Ilustração: João Rezende |
No último mês, um episódio reacendeu o debate sobre a corrupção no Brasil. A morte de Rafael Mascarenhas, filho da atriz Cissa Guimarães, atropelado enquanto andava de skate num túnel interditado na Gávea (Rio de Janeiro), causou comoção nacional, além de colocar em evidência a cultura da propina, muito presente nas relações sociais brasileiras.
Depois do acidente, o atropelador do jovem, Rafael Bussamra, de 25 anos, foi interceptado por uma viatura policial na saída do túnel. Apesar de as condições do carro indicarem o ocorrido, os policiais liberaram o veículo. Posteriormente, o pai de Rafael admitiu que os agentes exigiram R$ 10 mil para desfazer a cena do acidente e liberar o atropelador.
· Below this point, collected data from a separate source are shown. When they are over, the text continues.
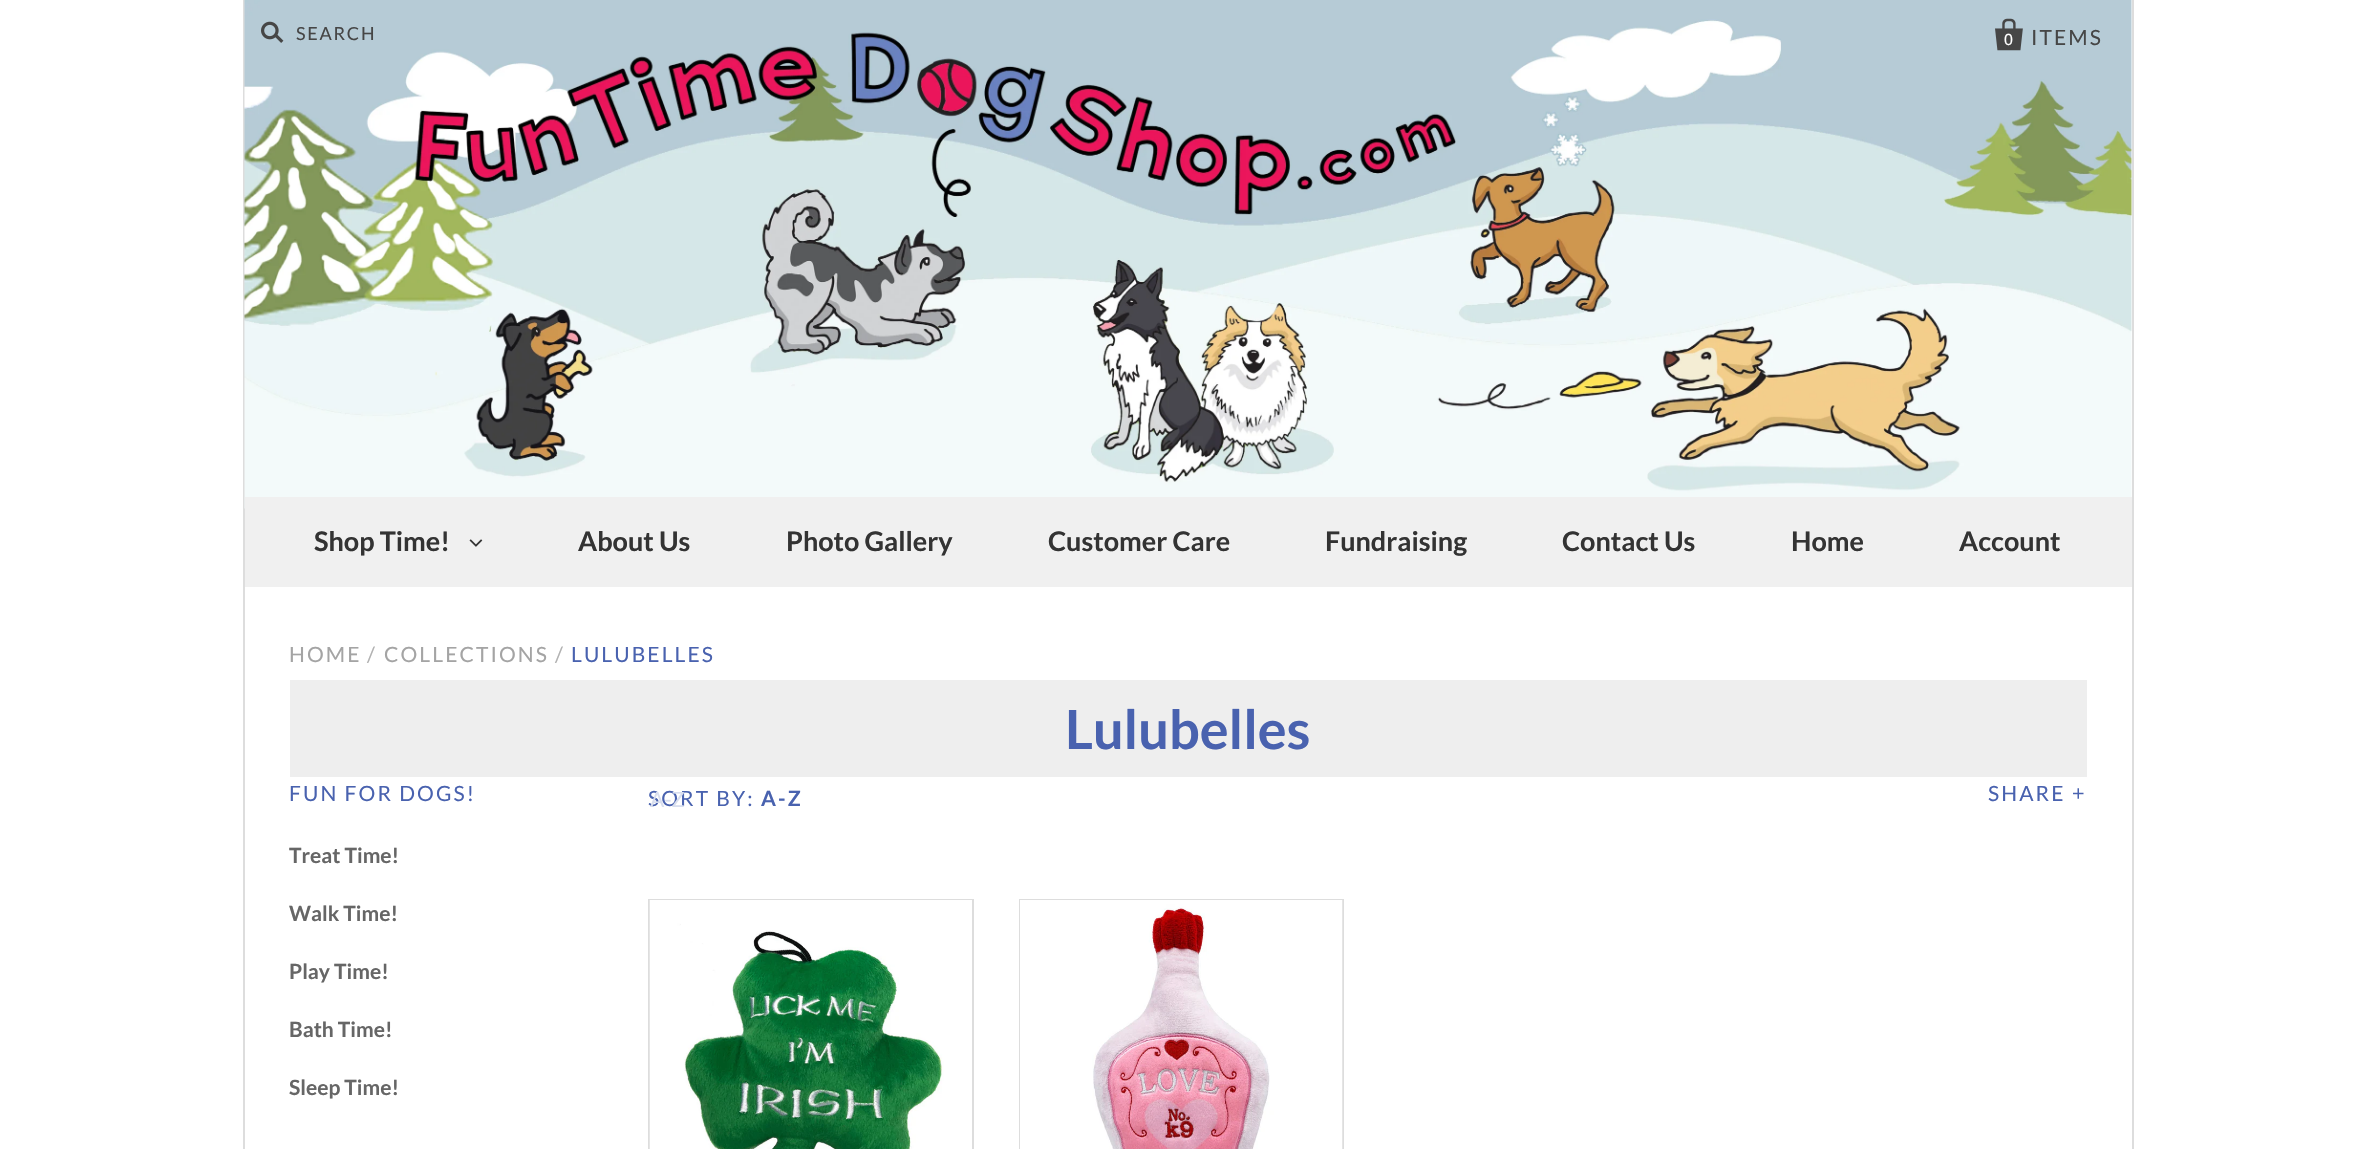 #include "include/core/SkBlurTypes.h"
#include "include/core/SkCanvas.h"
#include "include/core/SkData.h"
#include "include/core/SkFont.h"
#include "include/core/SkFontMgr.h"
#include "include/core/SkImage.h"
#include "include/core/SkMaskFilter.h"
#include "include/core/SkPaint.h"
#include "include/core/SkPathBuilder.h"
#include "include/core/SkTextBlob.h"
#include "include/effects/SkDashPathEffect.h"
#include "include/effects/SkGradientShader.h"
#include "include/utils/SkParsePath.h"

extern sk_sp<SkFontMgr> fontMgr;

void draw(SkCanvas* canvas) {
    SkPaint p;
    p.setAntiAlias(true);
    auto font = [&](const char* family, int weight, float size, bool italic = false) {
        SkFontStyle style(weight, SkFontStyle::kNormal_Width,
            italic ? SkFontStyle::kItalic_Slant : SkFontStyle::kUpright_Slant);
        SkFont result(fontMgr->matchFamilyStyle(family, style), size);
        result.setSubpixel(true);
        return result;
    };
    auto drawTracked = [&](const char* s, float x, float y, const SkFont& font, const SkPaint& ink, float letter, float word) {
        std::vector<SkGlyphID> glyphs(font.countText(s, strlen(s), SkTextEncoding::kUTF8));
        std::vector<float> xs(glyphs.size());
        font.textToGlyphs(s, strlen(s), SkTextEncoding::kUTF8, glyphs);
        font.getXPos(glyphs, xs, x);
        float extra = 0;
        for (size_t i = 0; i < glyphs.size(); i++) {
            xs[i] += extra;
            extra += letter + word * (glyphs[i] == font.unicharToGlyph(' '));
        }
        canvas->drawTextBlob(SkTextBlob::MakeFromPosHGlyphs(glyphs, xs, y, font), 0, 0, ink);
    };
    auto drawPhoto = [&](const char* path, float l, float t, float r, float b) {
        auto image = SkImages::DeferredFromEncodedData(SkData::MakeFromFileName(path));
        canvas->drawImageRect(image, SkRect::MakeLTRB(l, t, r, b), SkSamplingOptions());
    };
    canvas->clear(0xFFFFFFFF);
    p.setColor(0xFFDDDDDD);
    canvas->drawRect(SkRect::MakeLTRB(2132, 0, 2134, 1149), p);
    canvas->drawRect(SkRect::MakeLTRB(243, 0, 245, 1149), p);
    drawPhoto("media/1.png", 244, 0, 2132, 509);
    drawPhoto("media/2.png", 261, 21, 284, 43);
    auto font1 = font("Lato", 400, 18);
    p.setColor(0xFF464646);
    drawTracked("SEARCH", 296, 40, font1, p, 1.75f, 0);
    drawPhoto("media/3.png", 1995, 18, 2023, 51);
    auto font2 = font("Lato", 400, 21);
    drawTracked("ITEMS", 2031, 45, font2, p, 2.1f, 0);
    auto font3 = font("Liberation Sans", 400, 16);
    p.setColor(0xFFFFFFFF);
    drawTracked("0", 2004, 45, font3, p, 2.1f, 0);
    p.setColor(0xFFF0F0F0);
    canvas->drawRect(SkRect::MakeLTRB(245, 497, 2132, 587), p);
    auto font4 = font("Lato", 700, 27);
    p.setColor(0xFF333333);
    canvas->drawString("Shop Time!", 314, 551, font4, p);
    drawPhoto("media/4.png", 469, 539, 483, 547);
    {
        const struct { const char* s; float x, y; } items[] = {
            {"About Us", 578, 551},
            {"Photo Gallery", 786, 551},
            {"Customer Care", 1048, 551},
            {"Fundraising", 1325, 551},
            {"Contact Us", 1562, 551},
            {"Home", 1791, 551},
            {"Account", 1959, 551},
        };
        for (auto [s, x, y] : items) {
            canvas->drawString(s, x, y, font4, p);
        }
    }
    p.setColor(0xFFA4A4A4);
    drawTracked("HOME", 289, 662, font2, p, 2.1f, 0);
    p.setColor(0xFFB2B2B2);
    drawTracked("/", 367, 662, font2, p, 2.1f, 0);
    p.setColor(0xFFA4A4A4);
    drawTracked("COLLECTIONS", 384, 662, font2, p, 2.1f, 0);
    p.setColor(0xFFB2B2B2);
    drawTracked("/", 555, 662, font2, p, 2.1f, 0);
    p.setColor(0xFF4962AF);
    drawTracked("LULUBELLES", 571, 662, font2, p, 2.1f, 0);
    p.setColor(0xFFEEEEEE);
    canvas->drawRect(SkRect::MakeLTRB(290, 680, 2087, 777), p);
    auto font5 = font("Lato", 700, 54);
    p.setColor(0xFF4962AF);
    canvas->drawString("Lulubelles", 1065, 749, font5, p);
    drawTracked("FUN FOR DOGS!", 289, 801, font2, p, 2.1f, 0);
    auto font6 = font("Lato", 700, 21);
    p.setColor(0xFF666666);
    {
        const struct { const char* s; float x, y; } items[] = {
            {"Treat Time!", 289, 863},
            {"Walk Time!", 289, 921},
            {"Play Time!", 289, 979},
            {"Bath Time!", 289, 1037},
            {"Sleep Time!", 289, 1095},
        };
        for (auto [s, x, y] : items) {
            canvas->drawString(s, x, y, font6, p);
        }
    }
    p.setColor(0xFF4962AF);
    drawTracked("SORT BY:", 648, 806, font2, p, 2.1f, 0);
    drawTracked("A-Z", 761, 806, font6, p, 2.1f, 0);
    p.setColor(0xFFD8DEEE);
    canvas->drawString("A-Z", 650, 807, font2, p);
    p.setColor(0xFF4962AF);
    drawTracked("SHARE", 1988, 801, font2, p, 2.1f, 0);
    drawPhoto("media/5.png", 2073, 788, 2084, 799);
    p.setStyle(SkPaint::kStroke_Style);
    p.setStrokeWidth(2);
    p.setColor(0xFFDDDDDD);
    canvas->drawRect(SkRect::MakeLTRB(649, 900, 973, 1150), p);
    drawPhoto("media/6.png", 649, 900, 972, 1149);
    canvas->drawRect(SkRect::MakeLTRB(1020, 900, 1343, 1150), p);
    drawPhoto("media/7.png", 1020, 900, 1343, 1149);
}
Episódios de corrupção ativa e passiva são comuns nas grandes cidades do país. O “jeitinho” se eternizou como uma forma de o brasileiro resolver questões sem enfrentar as penalidades previstas em lei. Mas como esse comportamento afeta a vida pública no Brasil? Em que medida o cidadão é responsável pela corrupção que permeia as instituições? Para responder a essas questões, o Olhar Virtual entrevistou Karina Kuschnir, professora do Instituto de Filosofia e Ciências Sociais (Ifcs) da UFRJ, e Leonarda Musumeci, professora do Instituto de Economia (IE). Confira a opinião das especialistas:
Karina Kuschnir,
professora do Instituto de Filosofia e Ciências Sociais (Ifcs)
O suborno ocorre quando a própria sociedade não acredita nas suas instituições: no Judiciário, no Executivo e no Legislativo. Quando prevalece a "cultura do jeitinho", já dizia o antropólogo Roberto DaMatta, é porque a lei só serve para os "inimigos". Isto é, a possibilidade do suborno evidencia uma descrença na legalidade, nos códigos da cidadania universal, na possibilidade de todos cumprirem direitos e deveres como cidadãos.
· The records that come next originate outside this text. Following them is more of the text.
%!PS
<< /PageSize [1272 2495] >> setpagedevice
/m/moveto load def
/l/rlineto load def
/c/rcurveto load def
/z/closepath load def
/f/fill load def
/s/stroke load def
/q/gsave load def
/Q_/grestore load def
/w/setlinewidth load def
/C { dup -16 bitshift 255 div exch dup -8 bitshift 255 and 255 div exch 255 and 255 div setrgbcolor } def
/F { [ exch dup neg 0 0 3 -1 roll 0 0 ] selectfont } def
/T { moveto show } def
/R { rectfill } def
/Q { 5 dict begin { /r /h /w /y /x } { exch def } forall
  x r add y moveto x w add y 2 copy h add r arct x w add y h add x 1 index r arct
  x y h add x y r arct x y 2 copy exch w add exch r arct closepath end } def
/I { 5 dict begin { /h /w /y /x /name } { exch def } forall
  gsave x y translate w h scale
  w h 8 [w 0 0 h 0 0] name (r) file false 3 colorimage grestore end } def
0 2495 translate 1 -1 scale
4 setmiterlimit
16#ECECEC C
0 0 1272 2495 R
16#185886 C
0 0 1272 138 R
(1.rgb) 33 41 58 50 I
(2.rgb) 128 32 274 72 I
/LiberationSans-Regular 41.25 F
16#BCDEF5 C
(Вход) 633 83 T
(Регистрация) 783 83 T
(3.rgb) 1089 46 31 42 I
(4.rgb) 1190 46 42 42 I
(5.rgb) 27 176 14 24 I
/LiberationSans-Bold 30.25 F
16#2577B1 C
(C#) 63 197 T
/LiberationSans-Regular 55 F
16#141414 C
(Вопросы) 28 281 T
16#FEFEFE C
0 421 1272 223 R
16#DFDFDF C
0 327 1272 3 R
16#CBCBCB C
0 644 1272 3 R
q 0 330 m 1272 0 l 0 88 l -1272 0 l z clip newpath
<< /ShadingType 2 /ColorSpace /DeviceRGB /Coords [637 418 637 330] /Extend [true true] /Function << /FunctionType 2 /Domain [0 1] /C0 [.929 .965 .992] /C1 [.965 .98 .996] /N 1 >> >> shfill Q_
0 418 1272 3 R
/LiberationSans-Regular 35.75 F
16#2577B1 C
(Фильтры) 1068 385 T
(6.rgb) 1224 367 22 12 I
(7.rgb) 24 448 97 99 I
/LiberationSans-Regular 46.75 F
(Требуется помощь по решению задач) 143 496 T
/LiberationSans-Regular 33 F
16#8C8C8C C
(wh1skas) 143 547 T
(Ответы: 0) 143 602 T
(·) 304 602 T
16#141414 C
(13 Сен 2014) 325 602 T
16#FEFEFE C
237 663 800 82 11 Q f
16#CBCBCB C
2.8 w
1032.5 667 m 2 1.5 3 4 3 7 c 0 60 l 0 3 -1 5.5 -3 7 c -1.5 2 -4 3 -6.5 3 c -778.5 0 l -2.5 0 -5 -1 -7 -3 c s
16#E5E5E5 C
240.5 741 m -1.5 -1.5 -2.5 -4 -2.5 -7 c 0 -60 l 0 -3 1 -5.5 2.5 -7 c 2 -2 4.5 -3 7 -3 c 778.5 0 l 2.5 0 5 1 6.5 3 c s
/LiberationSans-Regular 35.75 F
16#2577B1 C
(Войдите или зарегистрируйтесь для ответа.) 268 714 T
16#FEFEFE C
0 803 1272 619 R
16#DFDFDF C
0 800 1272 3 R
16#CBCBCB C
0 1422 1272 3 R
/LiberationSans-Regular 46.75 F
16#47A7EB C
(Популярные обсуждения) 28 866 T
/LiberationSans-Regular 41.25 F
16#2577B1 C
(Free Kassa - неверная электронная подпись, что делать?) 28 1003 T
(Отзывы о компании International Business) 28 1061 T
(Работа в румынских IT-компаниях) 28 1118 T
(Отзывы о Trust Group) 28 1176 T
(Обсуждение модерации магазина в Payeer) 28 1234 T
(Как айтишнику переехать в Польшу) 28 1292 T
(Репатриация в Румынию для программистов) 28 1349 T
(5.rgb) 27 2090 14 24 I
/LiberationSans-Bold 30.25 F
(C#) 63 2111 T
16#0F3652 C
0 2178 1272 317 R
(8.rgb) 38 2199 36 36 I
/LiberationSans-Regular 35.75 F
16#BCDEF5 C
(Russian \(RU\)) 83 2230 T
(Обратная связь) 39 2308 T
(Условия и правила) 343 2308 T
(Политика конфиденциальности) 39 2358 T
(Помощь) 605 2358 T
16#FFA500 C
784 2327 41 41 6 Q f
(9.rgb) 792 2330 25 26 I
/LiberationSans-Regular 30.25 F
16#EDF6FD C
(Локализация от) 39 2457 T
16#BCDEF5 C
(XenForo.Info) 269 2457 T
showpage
Infelizmente, poucos crimes no Brasil são punidos de forma exemplar. Nem sempre punir bem significa colocar um indivíduo na cadeia: restituir com multas os valores roubados ou cumprir penas alternativas de grande visibilidade são punições que poderiam ser mais bem utilizadas no Brasil. A impunidade é mais grave ainda quando os crimes são cometidos por ocupantes de cargos públicos, que lesam toda a sociedade brasileira não apenas financeiramente, mas também no sentido moral.
Todos os participantes têm responsabilidade num ato de corrupção.
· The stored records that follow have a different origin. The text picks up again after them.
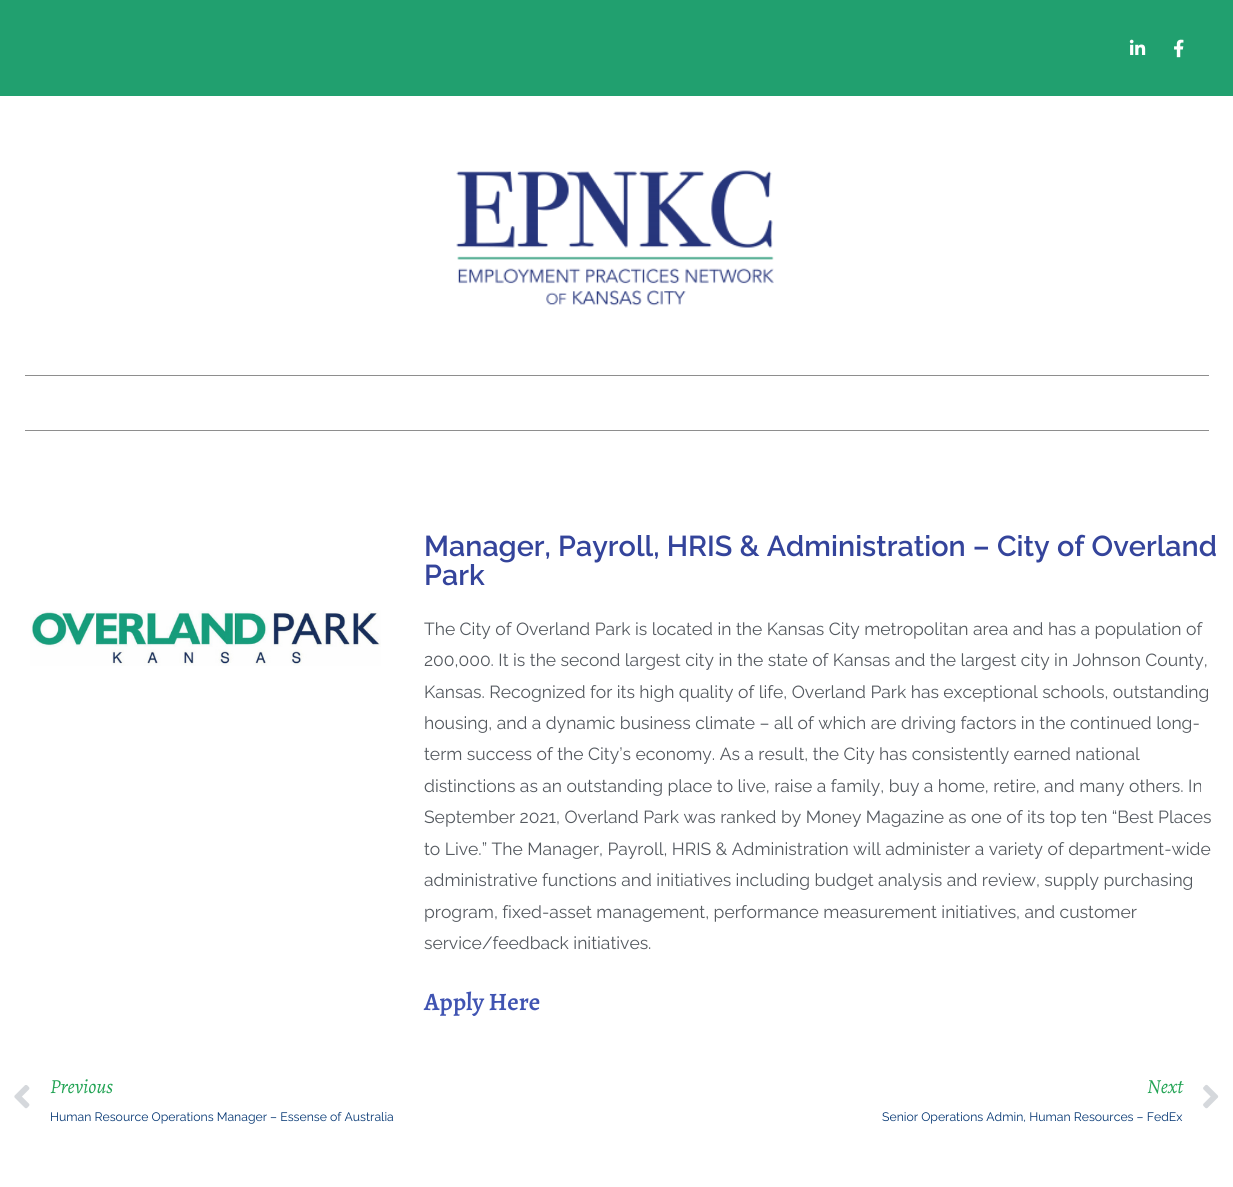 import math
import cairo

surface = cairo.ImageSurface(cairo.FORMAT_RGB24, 1233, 1187)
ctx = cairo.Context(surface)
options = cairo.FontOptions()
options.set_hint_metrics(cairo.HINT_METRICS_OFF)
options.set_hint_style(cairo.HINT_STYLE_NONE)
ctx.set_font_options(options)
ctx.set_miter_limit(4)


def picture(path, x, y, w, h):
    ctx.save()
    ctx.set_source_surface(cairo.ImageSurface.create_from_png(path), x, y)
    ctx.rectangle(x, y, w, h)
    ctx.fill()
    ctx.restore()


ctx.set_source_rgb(1, 1, 1)
ctx.paint()
ctx.set_source_rgb(0.129, 0.627, 0.435)
ctx.rectangle(0, 0, 1233, 96)
ctx.fill()
picture("img1.png", 1129, 39, 17, 16)
picture("img2.png", 1174, 39, 10, 19)
picture("img3.png", 456, 170, 318, 136)
ctx.set_source_rgb(0.557, 0.557, 0.557)
ctx.rectangle(25, 375, 1184, 1)
ctx.fill()
ctx.rectangle(25, 430, 1184, 1)
ctx.fill()
picture("img4.png", 30, 610, 351, 56)
ctx.select_font_face("Raleway SemiBold")
ctx.set_font_size(28.75)
ctx.set_source_rgb(0.204, 0.267, 0.608)
ctx.move_to(424, 556)
ctx.show_text("Manager, Payroll, HRIS & Administration – City of Overland")
ctx.move_to(424, 585)
ctx.show_text("Park")
ctx.select_font_face("Raleway")
ctx.set_font_size(17.5)
ctx.set_source_rgb(0.329, 0.349, 0.373)
ctx.move_to(424, 635)
ctx.show_text("The City of Overland Park is located in the Kansas City metropolitan area and has a population of")
ctx.move_to(424, 666)
ctx.show_text("200,000. It is the second largest city in the state of Kansas and the largest city in Johnson County,")
ctx.move_to(424, 698)
ctx.show_text("Kansas. Recognized for its high quality of life, Overland Park has exceptional schools, outstanding")
ctx.move_to(424, 729)
ctx.show_text("housing, and a dynamic business climate – all of which are driving factors in the continued long-")
ctx.move_to(424, 760)
ctx.show_text("term success of the City’s economy. As a result, the City has consistently earned national")
ctx.move_to(424, 792)
ctx.show_text("distinctions as an outstanding place to live, raise a family, buy a home, retire, and many others. In")
ctx.move_to(424, 823)
ctx.show_text("September 2021, Overland Park was ranked by Money Magazine as one of its top ten “Best Places")
ctx.move_to(424, 855)
ctx.show_text("to Live.” The Manager, Payroll, HRIS & Administration will administer a variety of department-wide")
ctx.move_to(424, 886)
ctx.show_text("administrative functions and initiatives including budget analysis and review, supply purchasing")
ctx.move_to(424, 918)
ctx.show_text("program, fixed-asset management, performance measurement initiatives, and customer")
ctx.move_to(424, 949)
ctx.show_text("service/feedback initiatives.")
ctx.select_font_face("Alegreya SemiBold")
ctx.set_font_size(25)
ctx.set_source_rgb(0.251, 0.329, 0.698)
ctx.move_to(424, 1010)
ctx.show_text("Apply Here")
picture("img5.png", 14, 1085, 16, 24)
ctx.select_font_face("Alegreya", cairo.FONT_SLANT_ITALIC)
ctx.set_font_size(20)
ctx.set_source_rgb(0.137, 0.643, 0.333)
ctx.move_to(50, 1093)
ctx.show_text("Previous")
ctx.select_font_face("Raleway")
ctx.set_font_size(12.25)
ctx.set_source_rgb(0.012, 0.208, 0.447)
ctx.move_to(50, 1121)
ctx.show_text("Human Resource Operations Manager – Essense of Australia")
ctx.select_font_face("Alegreya", cairo.FONT_SLANT_ITALIC)
ctx.set_font_size(20)
ctx.set_source_rgb(0.137, 0.643, 0.333)
ctx.move_to(1147, 1093)
ctx.show_text("Next")
ctx.select_font_face("Raleway")
ctx.set_font_size(12.25)
ctx.set_source_rgb(0.012, 0.208, 0.447)
ctx.move_to(882, 1121)
ctx.show_text("Senior Operations Admin, Human Resources – FedEx")
picture("img6.png", 1203, 1084, 16, 25)
surface.write_to_png("page.png")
Importante destacar que as grandes mudanças na sociedade só acontecem com a melhora da educação pública em todos os níveis (infantil, fundamental, médio e superior). Também é preciso melhorar os serviços públicos de modo geral, especialmente aqueles que atingem a grande maioria da população que ainda não tem acesso a direitos básicos como saúde, transporte e saneamento.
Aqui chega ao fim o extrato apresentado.